The dead need right to delete their data so they can't be AI-ified, lawyer says
Being remembered vs being deleted
- Some find posthumous “AI-ification” of themselves disturbing, but consider total erasure worse, seeing persistent data as a small claim on history.
- Others argue future remembrance is pointless because everyone is eventually forgotten and the living should focus on present life, not legacy.
- A counterpoint: if you want to be remembered, you must accept you won’t control how future technologies use your traces.
Posthumous rights and autonomy
- Comparisons are drawn between the right to delete one’s data after death and the contested right to die; both pit individual autonomy against state/collective interests.
- Some argue the dead already have rights (wills, treatment of remains, protection of likeness/defamation), so extending this to digital data is consistent.
- Others think posthumous rights are harmful “dead hand” control that should yield to benefits for the living (e.g., organ donation).
Consent and AI replicas
- Several commenters would actively opt in to being AI-ified, especially for comforting or advising loved ones (e.g., a parent leaving an AI “self” for their child).
- Others stress this should be strictly opt-in, not automatic, given abuse potential (e.g., AI interviews with deceased victims presented as “news”).

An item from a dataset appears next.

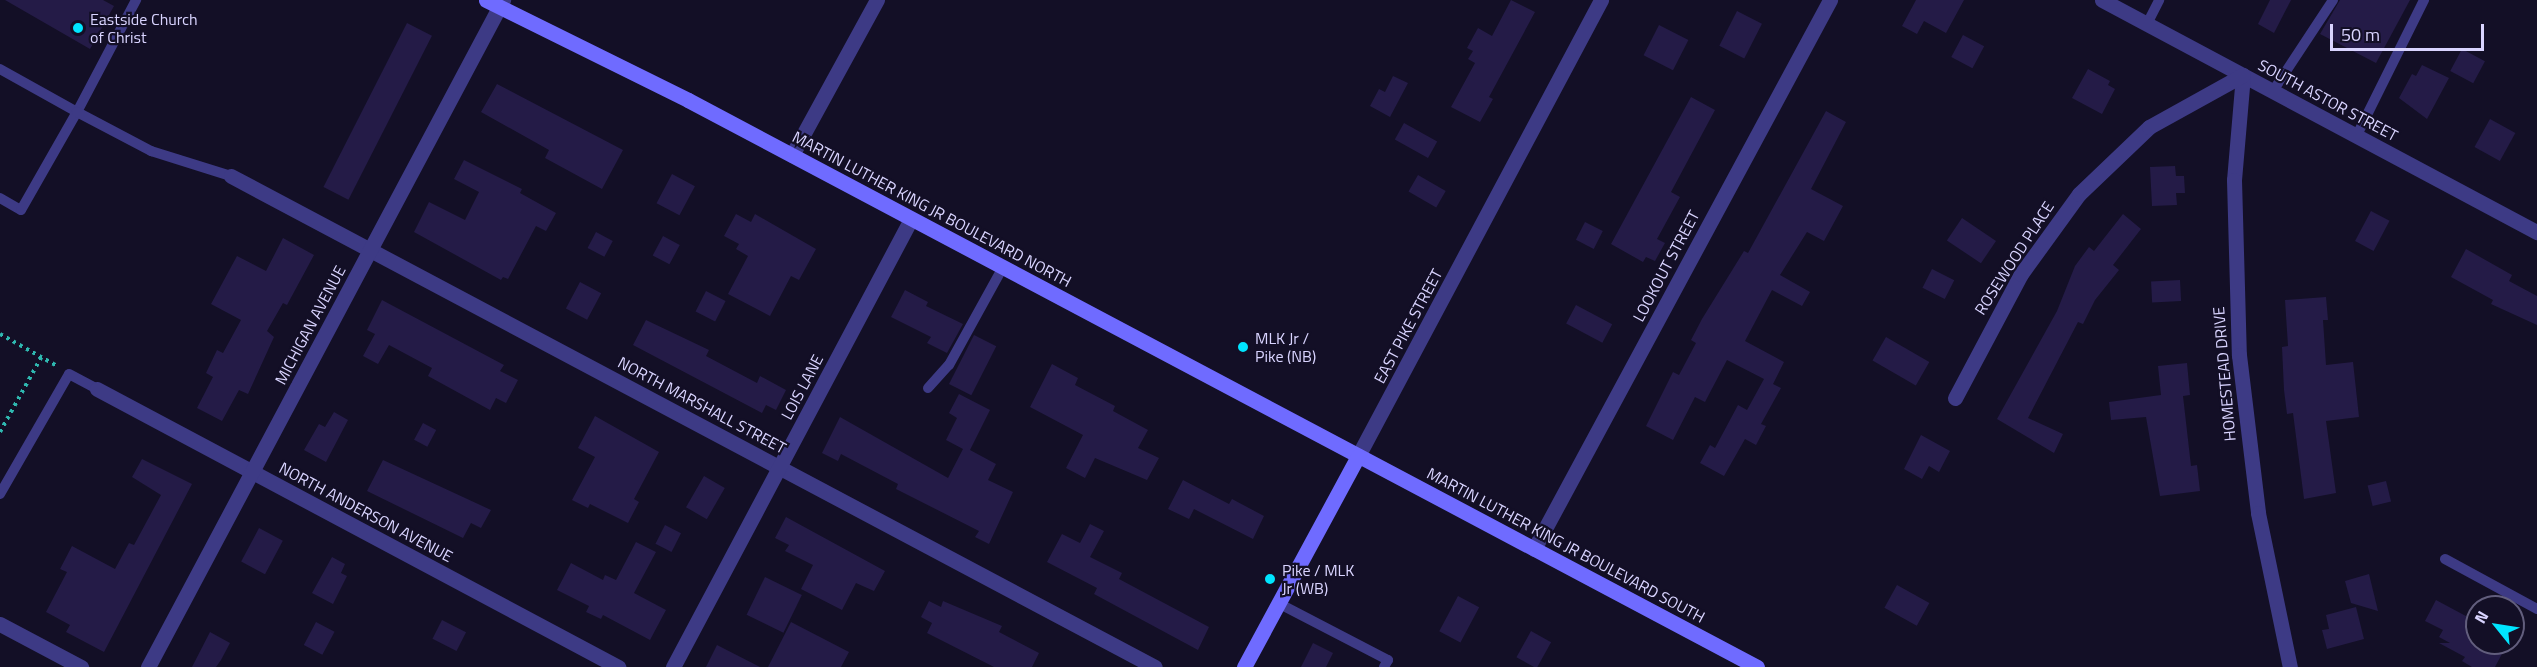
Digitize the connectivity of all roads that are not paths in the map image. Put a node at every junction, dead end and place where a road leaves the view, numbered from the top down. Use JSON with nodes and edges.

- There’s concern about respect: auto-deleting everything may be disrespectful, but so is commercial reuse of someone’s likeness against their wishes.
Commercial exploitation and ad dystopias
- Strong fear that ad-tech will weaponize “digital ghosts” for profit: AI versions of grandparents or dead children pushing products or keeping users engaged in grief.
- A fictional vignette about an ad network that resurrects deceased loved ones for hyper-targeted ads resonates as disturbingly plausible.
- Commenters expect AI-built personas of all users for ad optimization and microtargeting, with some joking about “grandma endorsing grooming products.”
Legal frameworks and likeness
- Discussion covers estate law, RUFADAA, and “postmortem right of likeness,” plus moves like Denmark’s proposal to give people copyright over their features.
- Questions arise about conflicts (e.g., lookalikes, identical twins, background subjects in photos) and whether likeness laws end up mainly protecting the famous.
- Some propose simply folding likeness/data rights into estates; others see this as mostly benefiting those with money to enforce it.
Technical and practical issues
- One commenter is actively collecting exhaustive personal data (video, audio, sensors) to train a future “self-model,” acknowledging it as a long-shot.
- Others doubt how accurate a persona can be from typical online traces, though many assume current profiling is already sophisticated enough for persuasive fakes.
- Practical experience with Facebook memorialization shows platforms’ processes for handling the dead can be slow, inconsistent, and seemingly low-priority.
Skepticism and edge cases
- Some believe the dead should have fewer rights, not more; once you’re not a legal person, your data should be governed by estate and general law, not new rights.
- Concerns include: could deletion rights destroy evidence of crimes? Could heirs erase embarrassing or historically important records?
- Cultural and ethical objections liken AI resurrection to necromancy or “wizard portraits,” arguing the living shouldn’t speak with the mouths of the dead.